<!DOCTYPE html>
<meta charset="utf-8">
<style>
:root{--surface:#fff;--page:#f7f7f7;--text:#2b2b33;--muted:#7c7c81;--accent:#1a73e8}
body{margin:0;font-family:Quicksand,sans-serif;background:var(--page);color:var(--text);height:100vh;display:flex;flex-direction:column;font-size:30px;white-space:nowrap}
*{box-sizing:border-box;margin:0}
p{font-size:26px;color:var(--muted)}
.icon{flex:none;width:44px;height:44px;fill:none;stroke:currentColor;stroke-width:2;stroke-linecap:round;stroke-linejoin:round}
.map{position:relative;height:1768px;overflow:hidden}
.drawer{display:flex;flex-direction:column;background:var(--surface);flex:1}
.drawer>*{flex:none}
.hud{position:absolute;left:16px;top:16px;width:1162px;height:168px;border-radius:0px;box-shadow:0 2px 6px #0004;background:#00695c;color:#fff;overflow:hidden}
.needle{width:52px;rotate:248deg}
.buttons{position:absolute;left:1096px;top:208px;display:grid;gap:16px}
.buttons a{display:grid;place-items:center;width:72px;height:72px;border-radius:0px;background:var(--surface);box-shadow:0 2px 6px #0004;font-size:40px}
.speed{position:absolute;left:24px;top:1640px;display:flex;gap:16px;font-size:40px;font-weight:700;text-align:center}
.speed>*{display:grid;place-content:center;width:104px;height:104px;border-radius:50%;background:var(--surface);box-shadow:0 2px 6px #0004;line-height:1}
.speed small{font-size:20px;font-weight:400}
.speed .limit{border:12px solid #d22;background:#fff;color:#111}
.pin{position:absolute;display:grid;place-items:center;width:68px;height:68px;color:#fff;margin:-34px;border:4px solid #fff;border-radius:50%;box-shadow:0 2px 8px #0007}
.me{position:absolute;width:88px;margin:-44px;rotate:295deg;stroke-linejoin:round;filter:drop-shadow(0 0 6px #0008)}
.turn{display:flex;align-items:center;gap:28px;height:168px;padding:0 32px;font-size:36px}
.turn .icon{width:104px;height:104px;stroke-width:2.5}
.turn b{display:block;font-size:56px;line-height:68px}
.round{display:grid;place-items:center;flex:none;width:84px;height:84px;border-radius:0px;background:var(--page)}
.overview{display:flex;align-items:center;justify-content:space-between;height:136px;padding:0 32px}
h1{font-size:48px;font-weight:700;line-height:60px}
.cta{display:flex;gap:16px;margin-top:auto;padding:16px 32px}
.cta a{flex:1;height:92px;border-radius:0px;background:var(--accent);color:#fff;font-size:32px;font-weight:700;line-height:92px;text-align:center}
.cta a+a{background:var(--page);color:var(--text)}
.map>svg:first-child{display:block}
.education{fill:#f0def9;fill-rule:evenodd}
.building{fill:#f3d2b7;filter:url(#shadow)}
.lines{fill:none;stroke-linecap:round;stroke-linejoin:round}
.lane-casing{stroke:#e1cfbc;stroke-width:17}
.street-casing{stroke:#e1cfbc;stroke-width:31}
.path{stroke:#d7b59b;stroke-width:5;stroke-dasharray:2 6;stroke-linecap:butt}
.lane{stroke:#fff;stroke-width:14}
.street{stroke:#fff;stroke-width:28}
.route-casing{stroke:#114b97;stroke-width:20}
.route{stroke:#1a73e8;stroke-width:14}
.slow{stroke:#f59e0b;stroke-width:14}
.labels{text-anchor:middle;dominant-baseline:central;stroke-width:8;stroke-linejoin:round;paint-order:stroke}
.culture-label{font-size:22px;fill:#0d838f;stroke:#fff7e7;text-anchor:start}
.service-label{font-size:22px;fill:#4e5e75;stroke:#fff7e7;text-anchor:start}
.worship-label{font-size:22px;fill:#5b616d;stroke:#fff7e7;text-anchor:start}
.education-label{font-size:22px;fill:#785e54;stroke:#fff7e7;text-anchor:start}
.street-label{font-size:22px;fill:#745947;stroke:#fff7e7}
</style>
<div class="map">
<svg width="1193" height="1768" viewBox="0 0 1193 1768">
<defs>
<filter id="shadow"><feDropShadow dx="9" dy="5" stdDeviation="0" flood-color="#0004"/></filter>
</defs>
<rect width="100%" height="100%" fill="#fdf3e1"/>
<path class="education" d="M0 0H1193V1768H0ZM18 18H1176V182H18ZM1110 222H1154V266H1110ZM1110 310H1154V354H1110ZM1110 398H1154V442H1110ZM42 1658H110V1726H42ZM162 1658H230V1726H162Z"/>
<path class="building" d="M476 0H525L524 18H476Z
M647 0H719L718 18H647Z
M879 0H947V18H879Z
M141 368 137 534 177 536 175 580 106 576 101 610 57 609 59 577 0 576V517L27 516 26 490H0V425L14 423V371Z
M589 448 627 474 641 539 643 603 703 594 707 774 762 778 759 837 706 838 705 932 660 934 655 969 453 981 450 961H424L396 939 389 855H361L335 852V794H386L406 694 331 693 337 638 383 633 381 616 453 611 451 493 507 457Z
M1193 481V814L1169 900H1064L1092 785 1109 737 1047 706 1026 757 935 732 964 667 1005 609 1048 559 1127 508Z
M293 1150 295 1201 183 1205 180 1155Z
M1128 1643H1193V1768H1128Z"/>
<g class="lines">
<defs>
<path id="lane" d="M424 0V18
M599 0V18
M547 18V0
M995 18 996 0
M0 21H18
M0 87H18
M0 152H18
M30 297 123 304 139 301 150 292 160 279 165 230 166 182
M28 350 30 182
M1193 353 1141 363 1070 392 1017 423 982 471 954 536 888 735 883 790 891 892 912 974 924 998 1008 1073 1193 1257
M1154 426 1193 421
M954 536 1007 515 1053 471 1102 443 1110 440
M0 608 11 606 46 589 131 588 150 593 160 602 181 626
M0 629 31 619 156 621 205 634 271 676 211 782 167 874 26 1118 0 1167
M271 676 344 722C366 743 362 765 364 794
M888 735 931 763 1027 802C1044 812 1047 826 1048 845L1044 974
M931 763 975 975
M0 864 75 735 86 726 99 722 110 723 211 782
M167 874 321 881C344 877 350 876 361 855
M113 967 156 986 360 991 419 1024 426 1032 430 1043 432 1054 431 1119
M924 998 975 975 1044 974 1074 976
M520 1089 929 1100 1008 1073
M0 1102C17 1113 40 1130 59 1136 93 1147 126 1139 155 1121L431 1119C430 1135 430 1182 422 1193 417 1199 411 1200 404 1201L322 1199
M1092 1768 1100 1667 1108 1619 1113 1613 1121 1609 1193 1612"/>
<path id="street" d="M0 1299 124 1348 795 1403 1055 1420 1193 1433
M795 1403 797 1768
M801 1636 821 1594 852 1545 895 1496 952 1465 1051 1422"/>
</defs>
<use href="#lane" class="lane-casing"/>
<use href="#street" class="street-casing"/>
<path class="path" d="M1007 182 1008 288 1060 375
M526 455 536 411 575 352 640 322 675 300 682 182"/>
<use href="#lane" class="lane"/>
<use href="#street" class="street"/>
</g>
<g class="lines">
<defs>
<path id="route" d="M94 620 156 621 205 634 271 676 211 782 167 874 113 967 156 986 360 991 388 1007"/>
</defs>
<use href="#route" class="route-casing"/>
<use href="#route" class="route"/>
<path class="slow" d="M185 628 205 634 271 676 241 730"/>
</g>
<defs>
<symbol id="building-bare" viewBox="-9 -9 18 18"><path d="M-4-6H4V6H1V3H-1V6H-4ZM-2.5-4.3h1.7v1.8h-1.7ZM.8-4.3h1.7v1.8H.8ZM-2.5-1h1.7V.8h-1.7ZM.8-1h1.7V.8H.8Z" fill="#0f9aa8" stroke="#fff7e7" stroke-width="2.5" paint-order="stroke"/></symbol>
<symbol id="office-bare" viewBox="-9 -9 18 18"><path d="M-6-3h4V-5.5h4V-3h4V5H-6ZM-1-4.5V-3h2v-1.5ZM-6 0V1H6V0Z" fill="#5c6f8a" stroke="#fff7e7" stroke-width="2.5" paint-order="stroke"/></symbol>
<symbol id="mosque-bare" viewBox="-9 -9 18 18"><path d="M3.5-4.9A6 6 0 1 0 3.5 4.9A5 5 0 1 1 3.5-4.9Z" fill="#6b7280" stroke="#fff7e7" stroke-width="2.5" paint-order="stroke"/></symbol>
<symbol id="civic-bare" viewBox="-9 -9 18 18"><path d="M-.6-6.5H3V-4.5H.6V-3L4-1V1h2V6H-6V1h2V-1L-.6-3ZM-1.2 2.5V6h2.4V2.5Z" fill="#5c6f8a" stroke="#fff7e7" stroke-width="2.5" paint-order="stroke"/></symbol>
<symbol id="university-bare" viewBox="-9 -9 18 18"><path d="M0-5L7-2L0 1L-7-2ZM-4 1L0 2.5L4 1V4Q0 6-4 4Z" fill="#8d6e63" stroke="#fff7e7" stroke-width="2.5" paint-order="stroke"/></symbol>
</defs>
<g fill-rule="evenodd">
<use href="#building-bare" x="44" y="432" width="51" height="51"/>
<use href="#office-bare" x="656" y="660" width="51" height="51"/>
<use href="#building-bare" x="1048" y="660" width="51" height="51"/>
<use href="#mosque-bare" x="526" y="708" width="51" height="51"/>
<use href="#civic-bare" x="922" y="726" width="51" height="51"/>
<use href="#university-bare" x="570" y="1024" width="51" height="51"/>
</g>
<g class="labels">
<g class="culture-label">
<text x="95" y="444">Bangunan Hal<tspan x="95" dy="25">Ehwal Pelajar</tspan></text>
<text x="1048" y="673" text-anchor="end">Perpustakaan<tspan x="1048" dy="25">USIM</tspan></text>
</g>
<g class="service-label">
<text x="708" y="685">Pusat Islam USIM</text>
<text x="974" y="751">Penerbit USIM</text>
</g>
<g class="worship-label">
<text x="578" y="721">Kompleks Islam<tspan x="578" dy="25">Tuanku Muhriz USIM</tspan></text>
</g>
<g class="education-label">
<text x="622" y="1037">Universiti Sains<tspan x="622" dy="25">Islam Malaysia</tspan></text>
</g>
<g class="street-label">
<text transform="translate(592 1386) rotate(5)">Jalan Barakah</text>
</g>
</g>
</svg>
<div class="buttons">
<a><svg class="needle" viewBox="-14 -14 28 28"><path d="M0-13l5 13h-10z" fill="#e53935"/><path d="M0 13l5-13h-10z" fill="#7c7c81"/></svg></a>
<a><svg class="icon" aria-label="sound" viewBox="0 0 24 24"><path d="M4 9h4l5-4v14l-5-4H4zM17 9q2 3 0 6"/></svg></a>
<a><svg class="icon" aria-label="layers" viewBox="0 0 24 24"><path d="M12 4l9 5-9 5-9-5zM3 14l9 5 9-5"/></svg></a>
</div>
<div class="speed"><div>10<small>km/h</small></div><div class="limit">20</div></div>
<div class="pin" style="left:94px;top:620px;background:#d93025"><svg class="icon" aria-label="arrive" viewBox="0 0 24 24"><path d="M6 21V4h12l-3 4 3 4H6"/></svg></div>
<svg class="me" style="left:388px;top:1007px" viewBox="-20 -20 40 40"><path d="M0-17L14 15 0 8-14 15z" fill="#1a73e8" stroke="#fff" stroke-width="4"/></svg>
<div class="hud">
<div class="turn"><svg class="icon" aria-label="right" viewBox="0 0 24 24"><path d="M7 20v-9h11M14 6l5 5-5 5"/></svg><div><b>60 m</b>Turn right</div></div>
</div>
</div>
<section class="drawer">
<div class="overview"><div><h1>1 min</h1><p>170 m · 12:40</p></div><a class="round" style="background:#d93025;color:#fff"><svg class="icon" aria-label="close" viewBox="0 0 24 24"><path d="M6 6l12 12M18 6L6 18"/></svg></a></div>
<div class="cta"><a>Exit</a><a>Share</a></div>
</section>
::::::
Only one number is needed: please count the lines of the entries above in which the string "linecap" occurs.

3